The majority of shareholders of a company incorporated in Cyprus, during an AGM, has elected a new non-executive Director to the Board.

He then receives a letter of appointment materializing service and compensation. Such letter of appointment contains a clause allowing the Company to terminate the agreement unilaterally (without any factual reason), and consequently forcing the Director to resign from the Board*.

Why is such clause presumably applicable? I see such clause as contrary to the corporate governance of the company:

  1. It allows the Company to supersede the vote of its shareholders: the shareholders voted for the Board, but the Company can immediately terminate the Board's appointment letters and hence dismiss the Directors from the Board.
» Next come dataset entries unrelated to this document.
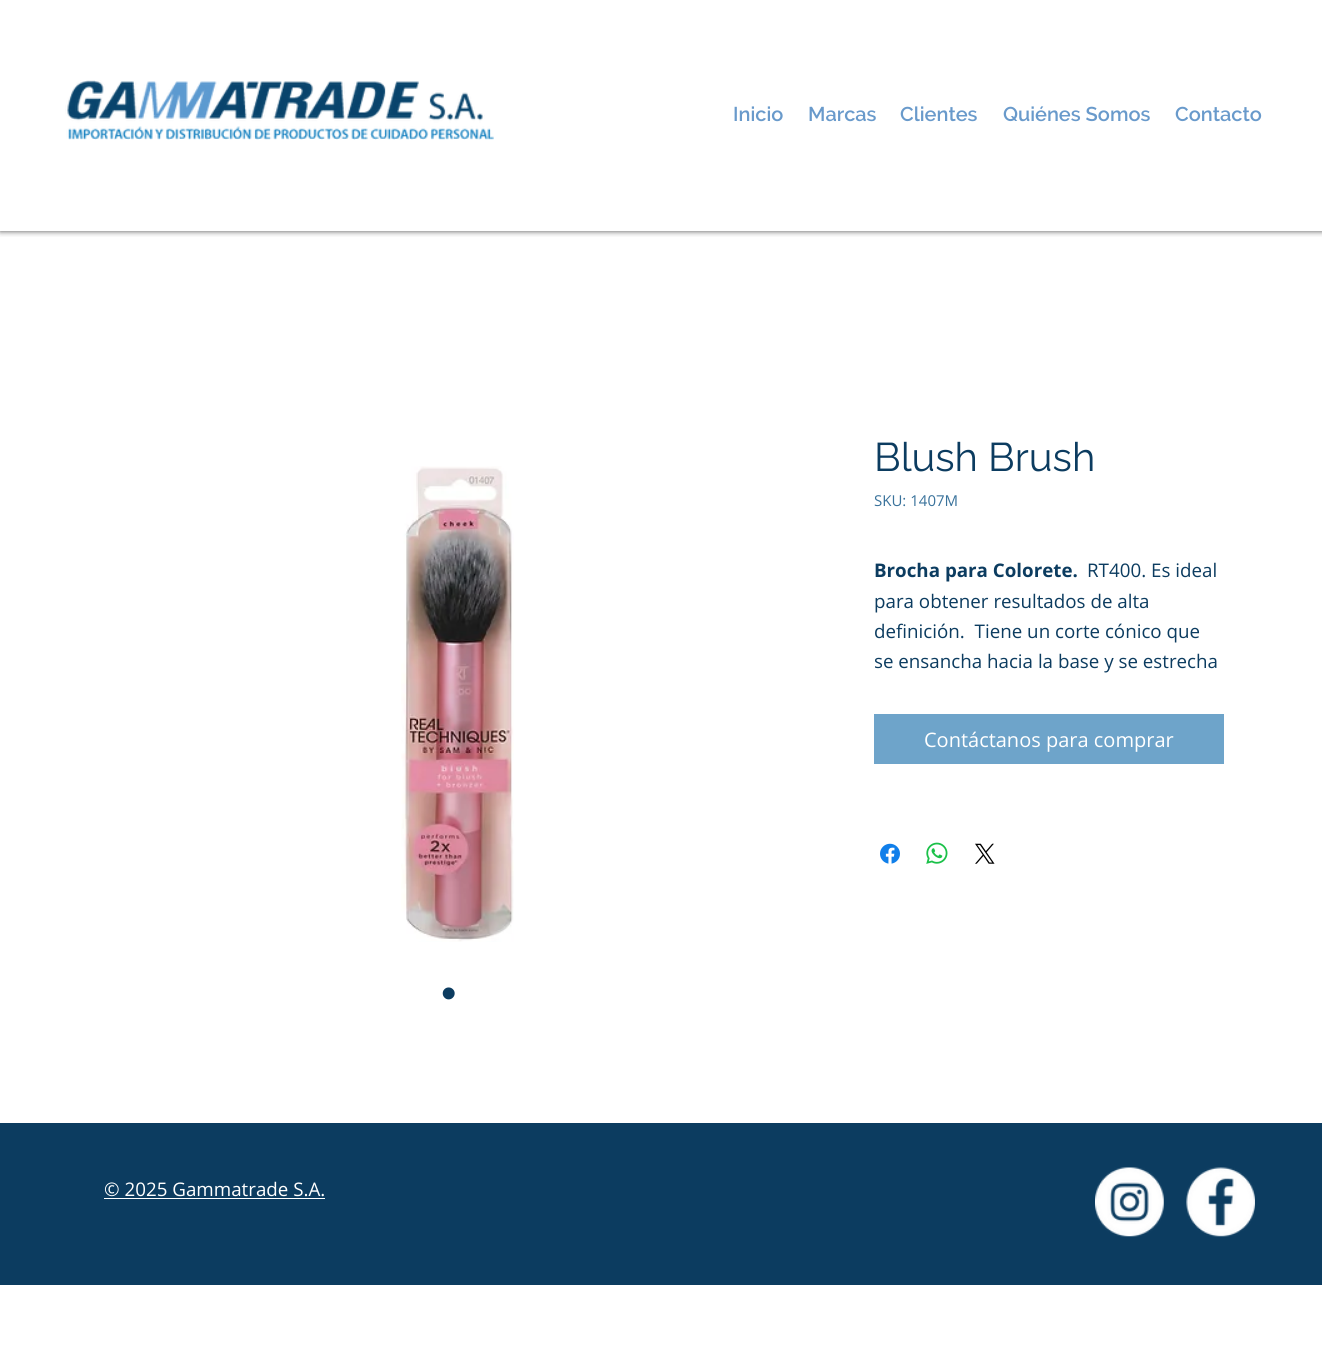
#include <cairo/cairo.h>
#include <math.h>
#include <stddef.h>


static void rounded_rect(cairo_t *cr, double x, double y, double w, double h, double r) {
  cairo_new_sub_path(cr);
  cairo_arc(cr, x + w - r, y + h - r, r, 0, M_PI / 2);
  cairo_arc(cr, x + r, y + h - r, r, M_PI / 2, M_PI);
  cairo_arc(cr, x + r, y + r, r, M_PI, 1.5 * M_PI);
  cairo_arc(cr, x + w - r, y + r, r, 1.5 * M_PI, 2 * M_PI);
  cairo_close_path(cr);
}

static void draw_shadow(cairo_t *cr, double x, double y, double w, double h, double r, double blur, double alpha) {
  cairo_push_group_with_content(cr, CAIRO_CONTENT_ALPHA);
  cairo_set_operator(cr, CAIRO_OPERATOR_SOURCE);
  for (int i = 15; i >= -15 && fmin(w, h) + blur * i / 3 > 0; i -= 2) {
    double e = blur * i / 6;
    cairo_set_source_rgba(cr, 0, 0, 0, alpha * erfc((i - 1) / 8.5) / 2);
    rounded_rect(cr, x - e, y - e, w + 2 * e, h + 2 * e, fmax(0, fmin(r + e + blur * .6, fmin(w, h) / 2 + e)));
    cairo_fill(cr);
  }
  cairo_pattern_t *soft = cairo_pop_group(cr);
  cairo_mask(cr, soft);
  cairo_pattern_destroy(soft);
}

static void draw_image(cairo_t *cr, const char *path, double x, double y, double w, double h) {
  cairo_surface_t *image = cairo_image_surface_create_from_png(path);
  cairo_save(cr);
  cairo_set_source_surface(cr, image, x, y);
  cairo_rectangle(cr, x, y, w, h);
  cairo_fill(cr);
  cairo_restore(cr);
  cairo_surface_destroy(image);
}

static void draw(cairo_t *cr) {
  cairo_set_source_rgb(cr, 1, 1, 1);
  cairo_paint(cr);
  cairo_save(cr);
  cairo_rectangle(cr, 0, 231, 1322, 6);
  cairo_clip(cr);
  cairo_set_source_rgb(cr, 0, 0, 0);
  draw_shadow(cr, 0, 0, 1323, 231, 0, 3, 0.7);
  cairo_restore(cr);
  draw_image(cr, "images/1.png", 65, 80, 429, 60);
  cairo_set_source_rgb(cr, 110 / 255.0, 164 / 255.0, 202 / 255.0);
  cairo_rectangle(cr, 874, 714, 350, 50);
  cairo_fill(cr);
  draw_image(cr, "images/2.png", 880, 843, 20, 21);
  draw_image(cr, "images/3.png", 926, 842, 22, 22);
  draw_image(cr, "images/4.png", 975, 843, 20, 21);
  draw_image(cr, "images/5.png", 401, 466, 113, 476);
  cairo_set_source_rgb(cr, 12 / 255.0, 60 / 255.0, 96 / 255.0);
  cairo_rectangle(cr, 0, 1123, 1322, 162);
  cairo_fill(cr);
  cairo_set_source_rgb(cr, 1, 1, 1);
  cairo_rectangle(cr, 104, 1198, 221, 1);
  cairo_fill(cr);
  draw_image(cr, "images/6.png", 1095, 1167, 69, 70);
  draw_image(cr, "images/7.png", 1186, 1167, 69, 70);
  cairo_select_font_face(cr, "Raleway SemiBold", CAIRO_FONT_SLANT_NORMAL, CAIRO_FONT_WEIGHT_NORMAL);
  cairo_set_font_size(cr, 20);
  cairo_set_source_rgb(cr, 105 / 255.0, 154 / 255.0, 203 / 255.0);
  cairo_move_to(cr, 733, 121);
  cairo_show_text(cr, "Inicio");
  cairo_move_to(cr, 808, 121);
  cairo_show_text(cr, "Marcas");
  cairo_move_to(cr, 900, 121);
  cairo_show_text(cr, "Clientes");
  cairo_move_to(cr, 1003, 121);
  cairo_show_text(cr, "Quiénes Somos");
  cairo_move_to(cr, 1175, 121);
  cairo_show_text(cr, "Contacto");
  cairo_select_font_face(cr, "Raleway", CAIRO_FONT_SLANT_NORMAL, CAIRO_FONT_WEIGHT_NORMAL);
  cairo_set_font_size(cr, 40);
  cairo_set_source_rgb(cr, 12 / 255.0, 60 / 255.0, 96 / 255.0);
  cairo_move_to(cr, 874, 471);
  cairo_show_text(cr, "Blush Brush");
  cairo_select_font_face(cr, "Open Sans", CAIRO_FONT_SLANT_NORMAL, CAIRO_FONT_WEIGHT_NORMAL);
  cairo_set_font_size(cr, 15);
  cairo_set_source_rgb(cr, 57 / 255.0, 114 / 255.0, 155 / 255.0);
  cairo_move_to(cr, 874, 506);
  cairo_show_text(cr, "SKU: 1407M");
  cairo_select_font_face(cr, "Open Sans", CAIRO_FONT_SLANT_NORMAL, CAIRO_FONT_WEIGHT_BOLD);
  cairo_set_font_size(cr, 18.75);
  cairo_set_source_rgb(cr, 12 / 255.0, 60 / 255.0, 96 / 255.0);
  cairo_move_to(cr, 874, 577);
  cairo_show_text(cr, "Brocha para Colorete.");
  cairo_select_font_face(cr, "Open Sans", CAIRO_FONT_SLANT_NORMAL, CAIRO_FONT_WEIGHT_NORMAL);
  cairo_move_to(cr, 1087, 577);
  cairo_show_text(cr, "RT400. Es ideal");
  cairo_move_to(cr, 874, 608);
  cairo_show_text(cr, "para obtener resultados de alta");
  cairo_move_to(cr, 874, 638);
  cairo_show_text(cr, "definición.  Tiene un corte cónico que");
  cairo_move_to(cr, 874, 668);
  cairo_show_text(cr, "se ensancha hacia la base y se estrecha");
  cairo_set_font_size(cr, 20);
  cairo_set_source_rgb(cr, 1, 1, 1);
  cairo_move_to(cr, 924, 747);
  cairo_show_text(cr, "Contáctanos para comprar");
  cairo_select_font_face(cr, "Liberation Sans", CAIRO_FONT_SLANT_NORMAL, CAIRO_FONT_WEIGHT_NORMAL);
  cairo_set_font_size(cr, 44);
  cairo_set_source_rgb(cr, 12 / 255.0, 60 / 255.0, 96 / 255.0);
  cairo_move_to(cr, 441, 1008);
  cairo_show_text(cr, "•");
  cairo_select_font_face(cr, "Open Sans", CAIRO_FONT_SLANT_NORMAL, CAIRO_FONT_WEIGHT_NORMAL);
  cairo_set_font_size(cr, 18.75);
  cairo_set_source_rgb(cr, 1, 1, 1);
  cairo_move_to(cr, 104, 1196);
  cairo_show_text(cr, "© 2025 Gammatrade S.A.");
}

int main(void) {
  cairo_surface_t *surface = cairo_image_surface_create(CAIRO_FORMAT_RGB24, 1322, 1363);
  cairo_t *cr = cairo_create(surface);
  cairo_font_options_t *options = cairo_font_options_create();
  cairo_font_options_set_hint_metrics(options, CAIRO_HINT_METRICS_OFF);
  cairo_font_options_set_hint_style(options, CAIRO_HINT_STYLE_NONE);
  cairo_set_font_options(cr, options);
  cairo_set_miter_limit(cr, 4);
  draw(cr);
  cairo_surface_write_to_png(surface, "out.png");
  cairo_font_options_destroy(options);
  cairo_destroy(cr);
  cairo_surface_destroy(surface);
  return 0;
}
  2. It makes the Board at the mercy of the CEO, as the latter has the power to terminate their appointment letters and hence dismiss them.

(*) Clause seen in many different samples of LOA, such as ICSA

  • You say he is appointed and then ask why they are allowed to terminate? Can you clear this up?
    – Putvi
    Commented May 1, 2019 at 19:26
  • Welcome to Law! You may want to take the tour. In (2) you say that the board comes under control of the CEO and then in (3) that there is no CEO. Can you edit to make this clearer?
    – mkennedy
    Commented May 1, 2019 at 22:32
  • Is this question intended to ask about English law? Because corporate law is not uniform across all countries.
    – ohwilleke
    Commented Jun 2, 2019 at 23:42

1 Answer 1


Your question seems to stem from a lack of understanding of what a corporation is. See What is the difference between a "Natural" person and an "Artificial" / "Legal" person?

The Company has the right to remove the board member - all directors serve at the pleasure of the company. The Company is its own legal person - it is not the shareholders, it is not the board and it is not the CEO.

The Company must, of necessity rely on agents to exercise that authority and those agents must act within the scope of the authority given to them by the Company. So which agents do have the authority?

  • The shareholders do within the limits and constraints of the constitution. Most corporate constitutions allow shareholders to pass resolutions at general meetings (both the annual and any special general meetings) which would cause the Company to terminate the board member.
  • The board probably doesn't. Most corporate constitutions do not give the board authority to terminate one of their members, however, the board could call a special general meeting and ask the shareholders to do so.
  • The CEO (or any other executive) certainly doesn't.